→ **DIRECTIONS**
The records that follow must all be duplicated exactly.

→ **DATASET ENTRIES**

# # #

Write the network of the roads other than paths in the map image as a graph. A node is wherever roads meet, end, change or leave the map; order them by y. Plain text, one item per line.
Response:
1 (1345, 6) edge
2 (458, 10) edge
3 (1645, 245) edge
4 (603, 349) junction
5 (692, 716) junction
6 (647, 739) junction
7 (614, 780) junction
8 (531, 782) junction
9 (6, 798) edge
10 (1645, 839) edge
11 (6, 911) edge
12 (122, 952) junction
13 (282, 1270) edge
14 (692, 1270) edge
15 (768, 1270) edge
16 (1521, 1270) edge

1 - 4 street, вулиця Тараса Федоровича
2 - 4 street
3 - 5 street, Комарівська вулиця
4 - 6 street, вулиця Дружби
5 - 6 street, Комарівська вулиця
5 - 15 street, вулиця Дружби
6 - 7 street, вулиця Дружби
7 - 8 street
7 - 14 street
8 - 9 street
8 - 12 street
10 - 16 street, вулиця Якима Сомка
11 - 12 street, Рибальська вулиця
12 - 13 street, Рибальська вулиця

# # #

→ **EXPECTED ANSWER**
Write the network of the roads other than paths in the map image as a graph. A node is wherever roads meet, end, change or leave the map; order them by y. Plain text, one item per line.
Response:
1 (1345, 6) edge
2 (458, 10) edge
3 (1645, 245) edge
4 (603, 349) junction
5 (692, 716) junction
6 (647, 739) junction
7 (614, 780) junction
8 (531, 782) junction
9 (6, 798) edge
10 (1645, 839) edge
11 (6, 911) edge
12 (122, 952) junction
13 (282, 1270) edge
14 (692, 1270) edge
15 (768, 1270) edge
16 (1521, 1270) edge

1 - 4 street, вулиця Тараса Федоровича
2 - 4 street
3 - 5 street, Комарівська вулиця
4 - 6 street, вулиця Дружби
5 - 6 street, Комарівська вулиця
5 - 15 street, вулиця Дружби
6 - 7 street, вулиця Дружби
7 - 8 street
7 - 14 street
8 - 9 street
8 - 12 street
10 - 16 street, вулиця Якима Сомка
11 - 12 street, Рибальська вулиця
12 - 13 street, Рибальська вулиця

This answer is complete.